Massachusetts Clean Energy Center (MassCEC) published a report providing insight to the tremendous cleantech growth in Massachusetts. The report included the following fast facts regarding the Massachusetts market:

  • 5,557 clean energy firms
  • 79,994 clean energy workers
  • 1.9% of total workers in the Commonwealth work for clean energy
  • 11.8% employment growth rate from 2012 to 2013 in clean energy

The majority of these clean energy employees in Massachusetts work with solar, wind and hydroelectric technologies. The research indicates that the growth of these industry sectors is due to supportive public policies, a culture for innovation and entrepreneurship, and an education system that generates talented workers. Industry experts also recognized the MassSAVE program, MassCEC internships, Green Communities Act and Stretch Code as policies that helped Massachusetts’ clean energy industry grow.

The report demonstrates that in 2012-2013, the industry saw the most growth among new entrants into the field, including startups and firms that have started to broaden their activities to include clean energy. 
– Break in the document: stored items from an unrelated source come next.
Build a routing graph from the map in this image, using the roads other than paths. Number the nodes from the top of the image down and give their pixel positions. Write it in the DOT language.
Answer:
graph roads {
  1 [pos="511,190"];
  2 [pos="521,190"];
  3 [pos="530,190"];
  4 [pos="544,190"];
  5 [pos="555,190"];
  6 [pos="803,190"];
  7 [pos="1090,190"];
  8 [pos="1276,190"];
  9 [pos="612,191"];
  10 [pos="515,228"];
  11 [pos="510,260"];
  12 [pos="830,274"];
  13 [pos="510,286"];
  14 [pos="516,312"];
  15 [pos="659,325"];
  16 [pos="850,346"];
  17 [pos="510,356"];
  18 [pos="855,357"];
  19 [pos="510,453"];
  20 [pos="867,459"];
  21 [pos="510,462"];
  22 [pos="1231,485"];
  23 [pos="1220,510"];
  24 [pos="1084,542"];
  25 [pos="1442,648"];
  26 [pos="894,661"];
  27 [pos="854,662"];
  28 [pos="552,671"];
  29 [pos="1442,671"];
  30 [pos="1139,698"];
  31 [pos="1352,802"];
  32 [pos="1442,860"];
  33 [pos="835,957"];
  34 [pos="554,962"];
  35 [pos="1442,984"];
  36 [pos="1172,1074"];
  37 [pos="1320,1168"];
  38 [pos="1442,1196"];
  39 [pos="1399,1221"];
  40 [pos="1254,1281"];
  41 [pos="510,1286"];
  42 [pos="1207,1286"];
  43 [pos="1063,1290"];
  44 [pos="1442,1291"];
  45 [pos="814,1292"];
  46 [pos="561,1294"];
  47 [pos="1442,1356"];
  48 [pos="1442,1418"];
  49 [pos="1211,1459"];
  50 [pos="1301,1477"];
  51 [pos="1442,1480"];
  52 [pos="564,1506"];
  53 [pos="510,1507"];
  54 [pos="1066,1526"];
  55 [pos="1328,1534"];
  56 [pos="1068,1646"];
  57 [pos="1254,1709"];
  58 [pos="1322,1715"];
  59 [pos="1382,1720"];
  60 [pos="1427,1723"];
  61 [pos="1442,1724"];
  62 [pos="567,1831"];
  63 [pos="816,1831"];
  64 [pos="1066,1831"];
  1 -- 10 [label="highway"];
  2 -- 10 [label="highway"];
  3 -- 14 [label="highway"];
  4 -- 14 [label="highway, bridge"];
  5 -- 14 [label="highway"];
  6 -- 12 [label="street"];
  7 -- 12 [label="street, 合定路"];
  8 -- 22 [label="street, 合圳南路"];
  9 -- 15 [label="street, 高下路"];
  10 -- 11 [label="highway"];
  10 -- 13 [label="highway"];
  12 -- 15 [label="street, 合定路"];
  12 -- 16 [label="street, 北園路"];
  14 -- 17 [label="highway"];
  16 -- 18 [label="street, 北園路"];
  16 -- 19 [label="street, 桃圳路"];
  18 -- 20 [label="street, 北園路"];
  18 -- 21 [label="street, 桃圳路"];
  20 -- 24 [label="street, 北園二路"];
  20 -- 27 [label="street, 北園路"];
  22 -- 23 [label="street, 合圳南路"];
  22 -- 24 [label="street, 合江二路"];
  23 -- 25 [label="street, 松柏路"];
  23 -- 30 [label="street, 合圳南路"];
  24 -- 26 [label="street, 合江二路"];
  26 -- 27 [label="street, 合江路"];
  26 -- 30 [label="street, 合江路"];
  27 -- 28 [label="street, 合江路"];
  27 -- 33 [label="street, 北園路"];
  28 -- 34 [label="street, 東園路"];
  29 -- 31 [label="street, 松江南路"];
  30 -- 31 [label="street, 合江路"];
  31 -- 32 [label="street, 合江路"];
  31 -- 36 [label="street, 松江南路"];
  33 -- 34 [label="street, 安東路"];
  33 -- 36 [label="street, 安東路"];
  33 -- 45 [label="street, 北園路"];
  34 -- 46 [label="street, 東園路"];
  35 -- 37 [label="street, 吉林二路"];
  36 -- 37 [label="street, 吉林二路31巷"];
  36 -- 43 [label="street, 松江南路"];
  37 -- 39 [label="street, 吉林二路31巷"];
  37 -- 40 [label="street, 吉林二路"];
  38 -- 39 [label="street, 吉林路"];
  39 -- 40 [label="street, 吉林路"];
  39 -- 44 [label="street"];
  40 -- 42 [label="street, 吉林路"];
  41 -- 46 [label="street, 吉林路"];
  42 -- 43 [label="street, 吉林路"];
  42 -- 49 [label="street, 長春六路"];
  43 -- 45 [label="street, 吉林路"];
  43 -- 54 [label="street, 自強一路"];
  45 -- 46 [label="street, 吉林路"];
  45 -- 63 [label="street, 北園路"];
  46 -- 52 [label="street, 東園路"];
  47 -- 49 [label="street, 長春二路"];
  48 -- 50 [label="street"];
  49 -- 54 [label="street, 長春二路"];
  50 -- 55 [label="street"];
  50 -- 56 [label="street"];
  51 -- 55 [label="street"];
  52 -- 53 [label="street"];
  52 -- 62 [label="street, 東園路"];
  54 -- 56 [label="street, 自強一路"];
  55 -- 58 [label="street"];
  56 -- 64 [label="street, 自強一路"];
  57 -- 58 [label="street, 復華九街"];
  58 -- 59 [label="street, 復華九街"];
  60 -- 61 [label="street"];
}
Massachusetts partners with global clean energy ventures                                                                                  

The Commonwealth received $90.5 million from the U.S. Department of Energy’s ARPA-E program—that is, 17% of the allotted federal dollars through this program. While venture capital is declining in the U.S. and abroad, Massachusetts is increasing its total inflow of venture capital. In fact, Massachusetts’s investments in photovoltaic and offshore wind projects attracted $312 million.  The large number of state-headquartered clean energy firms maintaining global operations has attracted many investors, helping to keep the industry strong and growing.

Clean energy employers are focused on maintaining the quality of life that Massachusetts provides. This means maintaining Massachusetts’s status as a forward-thinking state with a strong clean energy market, which will both attract and preserve talent to help it connect to global markets.

Massachusetts Governor Deval Patrick has led a number global trade missions since taking office in 2006. His most recent trade-mission to Canada helped boost the Massachusetts-Canada partnership in the clean tech sector.

Opportunity Knocks at Global Cleantech Meetup

Global Cleantech MeetupThe cleantech landscape in Massachusetts creates a perfect setting for networking and meeting people in the industry. Innovators, adopters, investors and other clean energy focused individuals congregate in Boston for events such as this year’s Global Cleantech Meetup at the Seaport World Trade Center this November 12-14.

In its ninth year, the meetup focuses on bringing together innovators and adopters, showcasing clean energy companies, investors, strategic partners, and major energy and water consumers who are looking to adopt solutions to cut energy use and costs.The event presents an opportunity for start-ups to meet with investors, integrators with adopters and innovators with strategic partners. 

“Massachusetts is a premiere destination for cleantech. We’re thrilled to welcome innovators, investors and clean energy adopters to Boston this Fall so they can forge new relationships and take advantage of new business opportunities that expand this already booming industry,” Massachusetts Clean Energy Center (MassCEC) CEO Alicia Barton, the lead organizer of the event said.